Panel data (also known as longitudinal or cross sectional time-series data) is a dataset in which behavior of entities is observed across time. The data being observed with our tool consists of subjects that are being classified into linearly ordered classes with a series of tests, which occur at the same time for each of the subjects.

Due to its' characteristics, such data is also known as ordinal panel data.

Excel sheet, used to present ordinal panel data, contains three columns such that each represents one of the attributes: the subject being tested, the test to which the subjects were exposed, or the category into which the test classified the subject. For our algorithm, the categories should be represented with discrete numbers, such that each number used represents exactly one category and the linear order of the numbers represents the linear order of categories. This is why we focus on ordinal panel data.

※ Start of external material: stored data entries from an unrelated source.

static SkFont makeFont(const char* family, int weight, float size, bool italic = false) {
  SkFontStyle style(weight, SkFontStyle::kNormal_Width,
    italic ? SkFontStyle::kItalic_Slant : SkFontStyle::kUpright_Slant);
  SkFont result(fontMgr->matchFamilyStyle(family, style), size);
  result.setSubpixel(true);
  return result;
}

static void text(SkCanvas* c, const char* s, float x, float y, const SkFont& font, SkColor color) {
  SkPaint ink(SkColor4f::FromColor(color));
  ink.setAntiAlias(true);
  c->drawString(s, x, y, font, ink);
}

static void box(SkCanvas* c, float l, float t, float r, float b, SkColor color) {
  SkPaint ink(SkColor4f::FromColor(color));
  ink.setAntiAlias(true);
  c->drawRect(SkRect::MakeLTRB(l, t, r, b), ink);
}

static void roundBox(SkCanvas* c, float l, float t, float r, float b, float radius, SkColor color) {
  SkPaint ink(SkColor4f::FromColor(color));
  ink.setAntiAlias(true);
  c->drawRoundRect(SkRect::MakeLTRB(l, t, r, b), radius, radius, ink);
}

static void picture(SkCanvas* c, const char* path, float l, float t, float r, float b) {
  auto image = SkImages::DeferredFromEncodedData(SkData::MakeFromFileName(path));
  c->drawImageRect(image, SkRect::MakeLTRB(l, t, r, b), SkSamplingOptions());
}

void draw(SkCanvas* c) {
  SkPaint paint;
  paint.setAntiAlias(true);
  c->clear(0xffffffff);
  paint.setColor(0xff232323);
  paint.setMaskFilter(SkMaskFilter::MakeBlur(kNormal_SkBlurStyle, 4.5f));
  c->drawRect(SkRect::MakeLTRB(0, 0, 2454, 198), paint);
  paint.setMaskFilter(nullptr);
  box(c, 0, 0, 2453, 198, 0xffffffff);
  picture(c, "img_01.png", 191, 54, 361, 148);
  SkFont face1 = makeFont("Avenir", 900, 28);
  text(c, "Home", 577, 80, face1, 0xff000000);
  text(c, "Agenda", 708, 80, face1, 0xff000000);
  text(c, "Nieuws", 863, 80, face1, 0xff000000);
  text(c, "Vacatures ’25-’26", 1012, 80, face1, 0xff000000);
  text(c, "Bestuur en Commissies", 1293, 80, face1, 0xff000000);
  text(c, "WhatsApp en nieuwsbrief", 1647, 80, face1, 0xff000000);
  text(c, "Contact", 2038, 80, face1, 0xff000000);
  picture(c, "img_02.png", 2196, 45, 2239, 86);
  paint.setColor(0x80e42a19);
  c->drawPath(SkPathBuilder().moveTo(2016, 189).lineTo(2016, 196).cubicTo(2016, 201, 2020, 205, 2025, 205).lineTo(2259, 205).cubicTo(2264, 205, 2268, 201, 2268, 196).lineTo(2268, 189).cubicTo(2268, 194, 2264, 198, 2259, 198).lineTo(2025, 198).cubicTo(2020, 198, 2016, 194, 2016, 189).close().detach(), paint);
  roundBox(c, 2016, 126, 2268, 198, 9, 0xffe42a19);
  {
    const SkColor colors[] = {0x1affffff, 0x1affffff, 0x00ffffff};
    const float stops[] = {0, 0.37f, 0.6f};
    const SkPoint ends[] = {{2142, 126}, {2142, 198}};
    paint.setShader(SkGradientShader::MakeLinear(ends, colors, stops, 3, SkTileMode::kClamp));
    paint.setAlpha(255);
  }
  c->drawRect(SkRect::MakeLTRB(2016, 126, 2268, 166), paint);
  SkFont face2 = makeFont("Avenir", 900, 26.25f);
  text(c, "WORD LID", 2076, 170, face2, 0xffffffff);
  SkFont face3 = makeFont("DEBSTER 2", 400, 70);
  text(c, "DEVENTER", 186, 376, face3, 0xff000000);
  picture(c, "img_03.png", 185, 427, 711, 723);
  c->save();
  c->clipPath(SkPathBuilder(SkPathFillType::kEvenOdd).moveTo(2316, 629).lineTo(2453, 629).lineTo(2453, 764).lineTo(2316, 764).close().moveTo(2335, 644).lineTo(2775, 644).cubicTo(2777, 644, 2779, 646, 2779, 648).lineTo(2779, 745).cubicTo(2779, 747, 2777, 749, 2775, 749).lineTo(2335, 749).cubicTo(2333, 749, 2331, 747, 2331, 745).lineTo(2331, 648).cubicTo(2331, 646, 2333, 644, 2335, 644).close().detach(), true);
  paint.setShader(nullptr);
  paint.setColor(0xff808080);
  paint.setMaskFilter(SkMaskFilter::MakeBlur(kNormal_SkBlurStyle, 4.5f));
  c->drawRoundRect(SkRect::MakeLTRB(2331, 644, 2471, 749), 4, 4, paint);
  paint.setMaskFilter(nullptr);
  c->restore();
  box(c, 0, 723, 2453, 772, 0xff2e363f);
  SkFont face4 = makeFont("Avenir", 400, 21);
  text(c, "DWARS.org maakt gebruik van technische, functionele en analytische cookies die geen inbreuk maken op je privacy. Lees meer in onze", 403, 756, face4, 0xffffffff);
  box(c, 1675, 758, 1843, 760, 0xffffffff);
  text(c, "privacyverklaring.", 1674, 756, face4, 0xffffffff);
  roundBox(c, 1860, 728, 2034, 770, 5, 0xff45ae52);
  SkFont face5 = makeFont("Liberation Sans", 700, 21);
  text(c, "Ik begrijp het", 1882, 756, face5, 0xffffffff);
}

During each test, a category is ascribed to each individual subject, resulting in each row representing a subject and its' sorting during a particular test. If on any test a certain subject fails to be sorted (eg. if it hadn't been tested or the data is missing), the category for 'no data' should be recorded and used consistently for any and all of the subjects it might apply to.

After the input data is processed with our crossing minimization algorithm, the result is sent to the person submitting the data as a pdf file using the previously specified e-mail address.

The key content of the file is a graph, produced by our algorithm that takes a described dataframe and creates a drawing that respects the linear ordering of the categories and has the smallest number of crossings between the  curves representing the subjects' journey through the categories assigned at all the tests they were subjected to . The algorithm is based on the theory of tiles as described in [1].

The drawing, produced by our algorithm, consists of a barchart showing the fraction of subjects in each category at each test, and one line for each individual subject that connects the points within the category bar chart representing that subject.

As a result, the subjects are ranked at each test even within their categories, so that the ranking within each test minimizes the total number of crossings within the overall drawing, meaning the produced rankings at each test minimize the total number of rank changes that still respects the category ranking at each test. These rankings are discussed in [2.]

In the paper [1] we define, among other things, weakly forced and strongly forced crossings. The algorithm counts weakly and strongly forced crossings for each test and presents them in a table, included in the pdf below the total number of crossings in each test and the number of edges (again, per test) that would have to be deleted in order to get rid of all the remaining crossings. The latter is obtained using a greedy algorithm and may not be the smallest, but is always an upper bound to the smallest number of edges to be removed to eliminate all the crossings.

Bibliography:

  1. JEREBIC, J. KAJZER, S. VOGRINEC, M. BOKAL, D. Longitudinal dynamics between linearly ordered classes. V: DROBNE, Samo (ur.), et al. SOR '21 proceedings : the 16th International Symposium on Operational Research in Slovenia : September 22 - 24, 2021, online. Ljubljana: Slovenian Society Informatika, Section for Operational Research. 2021, web: http://fgg-web.fgg.uni-lj.si/~/sdrobne/sor/SOR'21%20-%20Proceedings.pdf
  2. Paper in preparation